● **DIRECTIONS**: Each entry below is to be copied out exactly and in full.

==== DATA FOR THE TASK ====

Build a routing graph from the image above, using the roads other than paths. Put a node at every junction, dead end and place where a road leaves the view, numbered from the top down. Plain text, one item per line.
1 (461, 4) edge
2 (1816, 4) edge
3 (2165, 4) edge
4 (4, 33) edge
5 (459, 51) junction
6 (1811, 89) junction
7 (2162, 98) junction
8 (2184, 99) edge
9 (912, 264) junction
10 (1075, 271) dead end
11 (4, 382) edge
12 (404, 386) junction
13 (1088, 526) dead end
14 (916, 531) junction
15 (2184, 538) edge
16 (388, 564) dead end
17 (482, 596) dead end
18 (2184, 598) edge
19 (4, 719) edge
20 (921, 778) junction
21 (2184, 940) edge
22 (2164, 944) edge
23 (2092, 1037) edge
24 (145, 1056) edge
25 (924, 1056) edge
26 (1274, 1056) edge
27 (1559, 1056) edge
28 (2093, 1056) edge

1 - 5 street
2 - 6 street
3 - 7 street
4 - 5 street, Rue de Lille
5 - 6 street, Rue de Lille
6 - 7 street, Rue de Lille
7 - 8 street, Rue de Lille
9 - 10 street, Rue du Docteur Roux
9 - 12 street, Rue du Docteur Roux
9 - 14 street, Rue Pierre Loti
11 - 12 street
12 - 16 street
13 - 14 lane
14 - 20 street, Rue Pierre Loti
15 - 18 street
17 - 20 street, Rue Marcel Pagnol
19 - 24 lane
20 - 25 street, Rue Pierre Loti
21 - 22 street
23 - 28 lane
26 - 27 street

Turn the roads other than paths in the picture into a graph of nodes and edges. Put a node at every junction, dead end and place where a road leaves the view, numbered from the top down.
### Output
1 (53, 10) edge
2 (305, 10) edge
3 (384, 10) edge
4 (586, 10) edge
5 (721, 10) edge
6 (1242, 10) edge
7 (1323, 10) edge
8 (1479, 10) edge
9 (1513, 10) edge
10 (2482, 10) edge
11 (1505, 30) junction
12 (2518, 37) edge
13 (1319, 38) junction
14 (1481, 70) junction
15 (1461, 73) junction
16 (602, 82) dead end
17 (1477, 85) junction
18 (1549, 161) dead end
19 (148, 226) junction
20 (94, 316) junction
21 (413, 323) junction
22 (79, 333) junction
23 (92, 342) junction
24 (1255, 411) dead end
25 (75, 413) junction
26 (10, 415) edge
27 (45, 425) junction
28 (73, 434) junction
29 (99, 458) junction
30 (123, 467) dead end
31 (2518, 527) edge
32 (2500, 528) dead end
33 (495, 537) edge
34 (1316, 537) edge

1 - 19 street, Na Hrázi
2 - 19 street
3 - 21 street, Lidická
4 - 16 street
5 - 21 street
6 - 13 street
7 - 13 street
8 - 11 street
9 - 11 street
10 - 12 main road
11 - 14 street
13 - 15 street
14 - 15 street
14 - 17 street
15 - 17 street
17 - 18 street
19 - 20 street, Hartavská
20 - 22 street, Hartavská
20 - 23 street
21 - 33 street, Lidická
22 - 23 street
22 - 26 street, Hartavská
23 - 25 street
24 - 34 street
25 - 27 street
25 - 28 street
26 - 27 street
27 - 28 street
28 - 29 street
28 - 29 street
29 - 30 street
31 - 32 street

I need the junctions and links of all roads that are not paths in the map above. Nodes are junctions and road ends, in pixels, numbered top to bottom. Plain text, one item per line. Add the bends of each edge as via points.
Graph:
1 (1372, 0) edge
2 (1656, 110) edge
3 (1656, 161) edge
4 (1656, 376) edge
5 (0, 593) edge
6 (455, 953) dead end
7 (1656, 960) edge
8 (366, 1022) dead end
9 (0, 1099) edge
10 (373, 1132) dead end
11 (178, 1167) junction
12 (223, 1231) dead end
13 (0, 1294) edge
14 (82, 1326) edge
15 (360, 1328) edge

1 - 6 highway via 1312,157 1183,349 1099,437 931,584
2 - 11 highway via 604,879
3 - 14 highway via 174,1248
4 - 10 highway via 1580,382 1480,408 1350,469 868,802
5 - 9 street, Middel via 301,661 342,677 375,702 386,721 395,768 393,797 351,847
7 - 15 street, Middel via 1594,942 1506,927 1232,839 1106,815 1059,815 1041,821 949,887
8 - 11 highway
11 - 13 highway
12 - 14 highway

====

● **WRITTEN ANSWER**:
Build a routing graph from the image above, using the roads other than paths. Put a node at every junction, dead end and place where a road leaves the view, numbered from the top down. Plain text, one item per line.
1 (461, 4) edge
2 (1816, 4) edge
3 (2165, 4) edge
4 (4, 33) edge
5 (459, 51) junction
6 (1811, 89) junction
7 (2162, 98) junction
8 (2184, 99) edge
9 (912, 264) junction
10 (1075, 271) dead end
11 (4, 382) edge
12 (404, 386) junction
13 (1088, 526) dead end
14 (916, 531) junction
15 (2184, 538) edge
16 (388, 564) dead end
17 (482, 596) dead end
18 (2184, 598) edge
19 (4, 719) edge
20 (921, 778) junction
21 (2184, 940) edge
22 (2164, 944) edge
23 (2092, 1037) edge
24 (145, 1056) edge
25 (924, 1056) edge
26 (1274, 1056) edge
27 (1559, 1056) edge
28 (2093, 1056) edge

1 - 5 street
2 - 6 street
3 - 7 street
4 - 5 street, Rue de Lille
5 - 6 street, Rue de Lille
6 - 7 street, Rue de Lille
7 - 8 street, Rue de Lille
9 - 10 street, Rue du Docteur Roux
9 - 12 street, Rue du Docteur Roux
9 - 14 street, Rue Pierre Loti
11 - 12 street
12 - 16 street
13 - 14 lane
14 - 20 street, Rue Pierre Loti
15 - 18 street
17 - 20 street, Rue Marcel Pagnol
19 - 24 lane
20 - 25 street, Rue Pierre Loti
21 - 22 street
23 - 28 lane
26 - 27 street

Turn the roads other than paths in the picture into a graph of nodes and edges. Put a node at every junction, dead end and place where a road leaves the view, numbered from the top down.
### Output
1 (53, 10) edge
2 (305, 10) edge
3 (384, 10) edge
4 (586, 10) edge
5 (721, 10) edge
6 (1242, 10) edge
7 (1323, 10) edge
8 (1479, 10) edge
9 (1513, 10) edge
10 (2482, 10) edge
11 (1505, 30) junction
12 (2518, 37) edge
13 (1319, 38) junction
14 (1481, 70) junction
15 (1461, 73) junction
16 (602, 82) dead end
17 (1477, 85) junction
18 (1549, 161) dead end
19 (148, 226) junction
20 (94, 316) junction
21 (413, 323) junction
22 (79, 333) junction
23 (92, 342) junction
24 (1255, 411) dead end
25 (75, 413) junction
26 (10, 415) edge
27 (45, 425) junction
28 (73, 434) junction
29 (99, 458) junction
30 (123, 467) dead end
31 (2518, 527) edge
32 (2500, 528) dead end
33 (495, 537) edge
34 (1316, 537) edge

1 - 19 street, Na Hrázi
2 - 19 street
3 - 21 street, Lidická
4 - 16 street
5 - 21 street
6 - 13 street
7 - 13 street
8 - 11 street
9 - 11 street
10 - 12 main road
11 - 14 street
13 - 15 street
14 - 15 street
14 - 17 street
15 - 17 street
17 - 18 street
19 - 20 street, Hartavská
20 - 22 street, Hartavská
20 - 23 street
21 - 33 street, Lidická
22 - 23 street
22 - 26 street, Hartavská
23 - 25 street
24 - 34 street
25 - 27 street
25 - 28 street
26 - 27 street
27 - 28 street
28 - 29 street
28 - 29 street
29 - 30 street
31 - 32 street

I need the junctions and links of all roads that are not paths in the map above. Nodes are junctions and road ends, in pixels, numbered top to bottom. Plain text, one item per line. Add the bends of each edge as via points.
Graph:
1 (1372, 0) edge
2 (1656, 110) edge
3 (1656, 161) edge
4 (1656, 376) edge
5 (0, 593) edge
6 (455, 953) dead end
7 (1656, 960) edge
8 (366, 1022) dead end
9 (0, 1099) edge
10 (373, 1132) dead end
11 (178, 1167) junction
12 (223, 1231) dead end
13 (0, 1294) edge
14 (82, 1326) edge
15 (360, 1328) edge

1 - 6 highway via 1312,157 1183,349 1099,437 931,584
2 - 11 highway via 604,879
3 - 14 highway via 174,1248
4 - 10 highway via 1580,382 1480,408 1350,469 868,802
5 - 9 street, Middel via 301,661 342,677 375,702 386,721 395,768 393,797 351,847
7 - 15 street, Middel via 1594,942 1506,927 1232,839 1106,815 1059,815 1041,821 949,887
8 - 11 highway
11 - 13 highway
12 - 14 highway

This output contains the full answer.